Dissonance cognitive

Vous est-il déjà arrivé d'entendre ou de lire des explications sur un phénomène ou un évènement, et d'avoir l'impression qu'on évite le sujet en donnant une explication courte et simple qui coupe court à toute interrogation, du style "c'est le diable" ?

Vous est-il déjà arrivé de poser une question, et d'avoir pour réponse non pas une explication sur l'objet de votre question, mais une remarque sur le fait que vous posiez cette question, du style "tu cherches la polémique" ?

Souvent, l'évènement ou la question met le doigt là où ça fait mal. Et plutôt que d'avoir une attitude ouverte, on vous dit "tu ne peux pas poser ce genre de question" ou "tu manques de foi", etc.

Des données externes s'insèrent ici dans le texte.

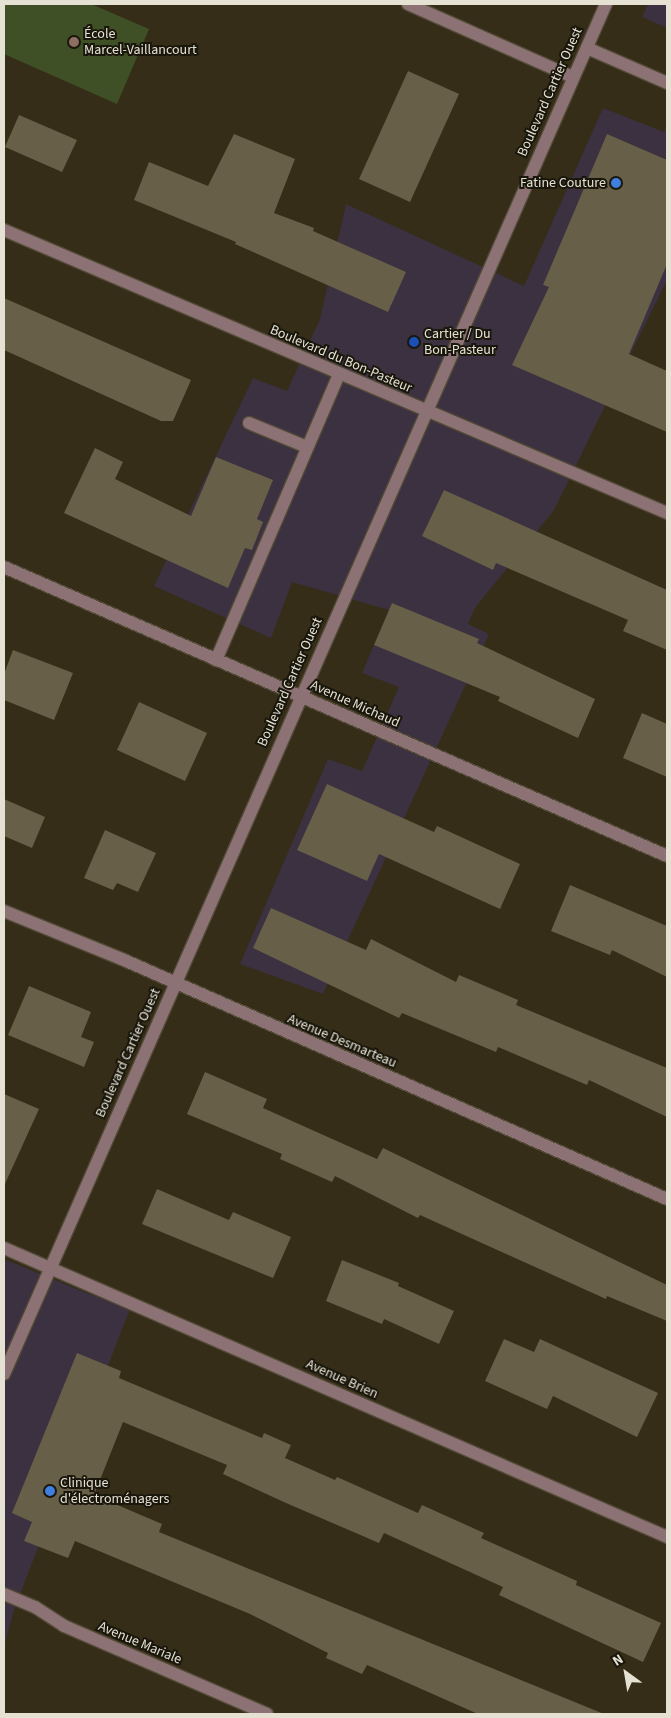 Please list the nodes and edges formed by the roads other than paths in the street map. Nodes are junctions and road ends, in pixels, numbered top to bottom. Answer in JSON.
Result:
{"nodes":[{"id":1,"x":408,"y":4,"type":"edge"},
{"id":2,"x":606,"y":4,"type":"edge"},
{"id":3,"x":587,"y":48,"type":"junction"},
{"id":4,"x":574,"y":77,"type":"junction"},
{"id":5,"x":667,"y":83,"type":"edge"},
{"id":6,"x":4,"y":230,"type":"edge"},
{"id":7,"x":339,"y":374,"type":"junction"},
{"id":8,"x":426,"y":411,"type":"junction"},
{"id":9,"x":249,"y":423,"type":"dead end"},
{"id":10,"x":307,"y":447,"type":"junction"},
{"id":11,"x":667,"y":513,"type":"edge"},
{"id":12,"x":4,"y":567,"type":"edge"},
{"id":13,"x":216,"y":660,"type":"junction"},
{"id":14,"x":300,"y":696,"type":"junction"},
{"id":15,"x":667,"y":856,"type":"edge"},
{"id":16,"x":4,"y":911,"type":"edge"},
{"id":17,"x":174,"y":983,"type":"junction"},
{"id":18,"x":667,"y":1199,"type":"edge"},
{"id":19,"x":4,"y":1248,"type":"edge"},
{"id":20,"x":50,"y":1268,"type":"junction"},
{"id":21,"x":4,"y":1374,"type":"edge"},
{"id":22,"x":667,"y":1538,"type":"edge"},
{"id":23,"x":4,"y":1594,"type":"edge"},
{"id":24,"x":267,"y":1714,"type":"edge"}],
"edges":[{"from":1,"to":4,"type":"street"},
{"from":2,"to":3,"type":"street","name":"Boulevard Cartier Ouest"},
{"from":3,"to":4,"type":"street","name":"Boulevard Cartier Ouest"},
{"from":3,"to":5,"type":"street"},
{"from":4,"to":8,"type":"street","name":"Boulevard Cartier Ouest"},
{"from":6,"to":7,"type":"street","name":"Boulevard du Bon-Pasteur"},
{"from":7,"to":8,"type":"street","name":"Boulevard du Bon-Pasteur"},
{"from":7,"to":10,"type":"street"},
{"from":8,"to":11,"type":"street","name":"Boulevard du Bon-Pasteur"},
{"from":8,"to":14,"type":"street","name":"Boulevard Cartier Ouest"},
{"from":9,"to":10,"type":"street"},
{"from":10,"to":13,"type":"street"},
{"from":12,"to":13,"type":"street","name":"Avenue Michaud"},
{"from":13,"to":14,"type":"street","name":"Avenue Michaud"},
{"from":14,"to":15,"type":"street","name":"Avenue Michaud"},
{"from":14,"to":17,"type":"street","name":"Boulevard Cartier Ouest"},
{"from":16,"to":17,"type":"street","name":"Avenue Desmarteau"},
{"from":17,"to":18,"type":"street","name":"Avenue Desmarteau"},
{"from":17,"to":20,"type":"street","name":"Boulevard Cartier Ouest"},
{"from":19,"to":20,"type":"street","name":"Avenue Brien"},
{"from":20,"to":21,"type":"street","name":"Boulevard Cartier Ouest"},
{"from":20,"to":22,"type":"street","name":"Avenue Brien"},
{"from":23,"to":24,"type":"street","name":"Avenue Mariale"}]}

Certaines réponses peuvent même être carrément destructives, du style "tu n'es pas des nôtres" ou "tu as été éclairé et tu es retourné aux ténèbres, tu est donc irrécupérable", alors que vous posiez simplement une question, prêt à intégrer la réponse... mais la réponse ne vient pas - ce qui vient, c'est un reproche - ou une attaque directe - sur le fait que vous posiez cette question...

On a ici un phénomène de dissonance cognitive, qui est la tension interne propre au système de pensées, croyances, émotions et attitudes (cognitions) lorsque plusieurs d'entre elles entrent en contradiction l'une avec l'autre. Le terme désigne également la tension qu'une personne ressent lorsqu'un comportement entre en contradiction avec ses idées ou croyances.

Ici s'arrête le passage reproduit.